I've put a little twist in things by letting my comic lovin' daughter pick the one shots I've been taking a look at, and so far she's done a pretty good job at mixing things up. Everything from straight superhero stories, to horror, manga, comedy, and everything in between.
Let's see what she's given me this time!
ONIBA: SWORDS OF THE DEMON
ASPEN COMICS (2015)
SCRIPT: Vince Hernandez & Paolo Pantalena
PENCILS: Paolo Pantalena
COVER: Paolo Pantalena
Now THAT'S a pretty impressive cover! The colors are amazing, the main character and the dragon are very nicely detailed, and everything really pops up against the plain background. It's a little bit -tastic, but it's not done in an exploitative way (like the other covers below), so I think I can get away with putting this one up on the "Wall O'Covers" at work (I have to think twice about ANY cover with a female I put up there). I really like everything about this cover! Let's hope the story is as good.
In feudal Japan, Daimyo Nobunga Oda is a powerful and ruthless ruler. Expert swordswoman and assassin Yukiko is his most feared and trusted warrior. After helping decimate a rival clan, Yukiko begins to have doubts about her powerful Master when she secretly witnesses him sacrifice two of his own warriors while praying to something unseen.
After confiding what she's seen to a fellow warrior and friend, Akechi, he also confides that these dark doings are partly what is behind a planned coup he will be leading. Yukiko declines to join Akechi in his rebellion, but also keeps what she knows secret from her Master.
Shortly afterward, the attack Akechi warned Yukiko about comes, and after a brutal battle, Akechi confronts the fleeing Nobunga, but the fight between the two goes badly for the rebel leader. Yukiko secretly strikes the killing blow, stabbing her own Master in the back during his moment of triumph, leaving Akechi victorious. . .but the betrayal of her Master is too much for Yukiko to bear.
Beacause of her shameful secret, Yukiko leaves the clan to wander the land as masterless warrior. . .a Ronin.
I really liked this comic a lot!
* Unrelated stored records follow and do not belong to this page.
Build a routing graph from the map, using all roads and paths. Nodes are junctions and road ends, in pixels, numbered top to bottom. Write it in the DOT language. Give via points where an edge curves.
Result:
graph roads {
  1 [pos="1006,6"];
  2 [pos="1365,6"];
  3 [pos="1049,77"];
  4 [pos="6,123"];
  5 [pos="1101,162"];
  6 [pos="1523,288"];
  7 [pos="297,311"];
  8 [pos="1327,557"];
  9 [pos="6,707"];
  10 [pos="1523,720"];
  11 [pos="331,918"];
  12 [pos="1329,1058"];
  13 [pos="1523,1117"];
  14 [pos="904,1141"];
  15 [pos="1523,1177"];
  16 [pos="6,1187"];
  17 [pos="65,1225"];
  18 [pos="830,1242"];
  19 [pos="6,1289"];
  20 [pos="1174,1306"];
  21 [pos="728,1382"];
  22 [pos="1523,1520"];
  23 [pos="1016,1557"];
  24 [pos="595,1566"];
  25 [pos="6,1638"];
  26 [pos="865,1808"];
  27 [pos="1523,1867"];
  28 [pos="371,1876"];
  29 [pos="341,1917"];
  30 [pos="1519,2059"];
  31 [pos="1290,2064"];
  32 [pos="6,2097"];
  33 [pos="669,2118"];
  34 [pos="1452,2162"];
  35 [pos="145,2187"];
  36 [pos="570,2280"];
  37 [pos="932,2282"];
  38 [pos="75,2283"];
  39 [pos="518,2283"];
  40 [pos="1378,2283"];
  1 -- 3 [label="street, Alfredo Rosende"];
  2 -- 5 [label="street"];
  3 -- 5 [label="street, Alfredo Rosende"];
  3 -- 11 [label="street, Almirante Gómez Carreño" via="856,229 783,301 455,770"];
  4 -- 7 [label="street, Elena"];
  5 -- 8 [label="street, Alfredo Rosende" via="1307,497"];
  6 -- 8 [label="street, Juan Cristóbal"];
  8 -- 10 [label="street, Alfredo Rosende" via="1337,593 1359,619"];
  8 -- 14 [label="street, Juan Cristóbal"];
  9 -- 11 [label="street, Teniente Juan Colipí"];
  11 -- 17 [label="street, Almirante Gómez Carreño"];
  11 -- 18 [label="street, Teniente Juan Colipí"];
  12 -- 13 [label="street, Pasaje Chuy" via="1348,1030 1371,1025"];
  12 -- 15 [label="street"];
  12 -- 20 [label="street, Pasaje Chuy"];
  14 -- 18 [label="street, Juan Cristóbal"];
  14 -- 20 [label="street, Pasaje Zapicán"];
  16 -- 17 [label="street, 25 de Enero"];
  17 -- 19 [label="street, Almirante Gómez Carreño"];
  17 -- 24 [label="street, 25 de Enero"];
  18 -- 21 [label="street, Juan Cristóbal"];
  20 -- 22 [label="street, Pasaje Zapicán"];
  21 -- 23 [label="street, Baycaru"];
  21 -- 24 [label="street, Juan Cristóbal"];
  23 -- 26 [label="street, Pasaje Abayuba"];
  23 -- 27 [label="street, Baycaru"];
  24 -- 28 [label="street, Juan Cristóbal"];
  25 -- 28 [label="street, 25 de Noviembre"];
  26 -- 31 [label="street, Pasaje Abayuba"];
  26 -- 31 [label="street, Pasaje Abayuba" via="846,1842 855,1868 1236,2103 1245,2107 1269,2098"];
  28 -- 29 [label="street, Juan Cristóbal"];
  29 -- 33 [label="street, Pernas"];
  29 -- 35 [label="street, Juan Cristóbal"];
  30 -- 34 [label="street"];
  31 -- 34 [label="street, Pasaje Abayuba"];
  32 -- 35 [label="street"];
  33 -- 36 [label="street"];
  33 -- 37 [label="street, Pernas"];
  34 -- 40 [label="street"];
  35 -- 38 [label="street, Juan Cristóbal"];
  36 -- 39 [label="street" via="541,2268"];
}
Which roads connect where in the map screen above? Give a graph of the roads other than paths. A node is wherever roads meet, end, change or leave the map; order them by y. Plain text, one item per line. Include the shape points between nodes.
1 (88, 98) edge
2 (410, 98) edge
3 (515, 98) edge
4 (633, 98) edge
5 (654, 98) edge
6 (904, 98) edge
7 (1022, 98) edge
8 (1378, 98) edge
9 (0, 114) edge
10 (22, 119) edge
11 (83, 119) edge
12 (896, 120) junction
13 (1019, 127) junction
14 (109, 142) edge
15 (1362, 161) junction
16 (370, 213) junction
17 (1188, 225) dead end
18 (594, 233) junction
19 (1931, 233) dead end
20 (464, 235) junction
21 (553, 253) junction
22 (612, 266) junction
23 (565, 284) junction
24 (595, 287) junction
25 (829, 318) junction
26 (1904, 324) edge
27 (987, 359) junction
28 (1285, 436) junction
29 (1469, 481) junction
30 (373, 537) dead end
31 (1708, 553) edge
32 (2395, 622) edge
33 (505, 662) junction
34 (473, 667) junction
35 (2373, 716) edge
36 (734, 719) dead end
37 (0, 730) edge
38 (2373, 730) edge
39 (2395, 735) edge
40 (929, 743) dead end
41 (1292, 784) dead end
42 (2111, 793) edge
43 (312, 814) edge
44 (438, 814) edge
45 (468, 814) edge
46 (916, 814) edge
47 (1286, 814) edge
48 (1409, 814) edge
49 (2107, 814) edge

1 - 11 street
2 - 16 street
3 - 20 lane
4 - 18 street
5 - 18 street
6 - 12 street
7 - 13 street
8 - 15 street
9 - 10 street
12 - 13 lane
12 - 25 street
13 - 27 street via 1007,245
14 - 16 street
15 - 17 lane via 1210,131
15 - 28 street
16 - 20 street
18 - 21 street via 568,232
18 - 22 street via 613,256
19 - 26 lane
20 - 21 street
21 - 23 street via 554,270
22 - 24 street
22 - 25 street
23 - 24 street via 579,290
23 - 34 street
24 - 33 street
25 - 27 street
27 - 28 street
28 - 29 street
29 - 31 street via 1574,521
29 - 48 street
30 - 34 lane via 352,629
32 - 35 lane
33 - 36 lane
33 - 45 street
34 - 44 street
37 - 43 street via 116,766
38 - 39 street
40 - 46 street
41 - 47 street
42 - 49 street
It has a well-written story full of action and intrigue that hints at a darker supernatural center that I want to know more about. Likewise, the main character is interesting and I want to know where her journey takes her. Unfortunately, this looks like a project that never got past this single introductory issue, which is a shame because there's a lot of great story potential here.
Admittedly, this is a story that's been told before. . .Many times before. That said "Wandering Warrior carrying a dark secret" is a classic story framework for a good reason. It's a narrative hook a writer can hang almost any kind of tale they want on. The journey of a disgraced warrior through a supernatural-tainted version of Japan is a comic series I want to read.
On the art side of things, the excellence of the cover is carried through to the inside pages. I love the uninked, sort of watercolor style the artist uses. The colors are great. The elaborate character designs are fantastic. This comic is simply a feast for the eyes! EVERY page is worth lingering over.
Overall, this comic is pure Longbox Junk gold! It has an interesting story I want more of (and sadly will never get), backed up by some incredible art. It's a shame that this is the only issue of this series that was ever put out, because I'd be on the bargain bin hunt for the rest if there were more.
THE FINAL VERDICT:
I'll give this one FIVE out of FIVE Yojimbo homages.
A GREAT start! Let's see what's next. . .
WITCH HUNTER #1
SCRIPT: Laurie Sutton
PENCILS: Joyce Chin
COVER: Renee Paniccia
COLORS: Roberta Conroy, Camelia , Sharleen Gaertner, Lucy Koeoeian, Edie Moses, Rebecca Maiden, Renee Paniccia, Kim Pettijohn, Alicia Rodriguez, Sheri Rohrbacher, Jacquie Roman, Serina Sahakian, Carolyn Shaver, Jennifer Schellinger, Kelli Young.
I just thought I'd point out that there's FIFTEEN color artists credited for this ONE issue! That's gotta be some sort of record. . .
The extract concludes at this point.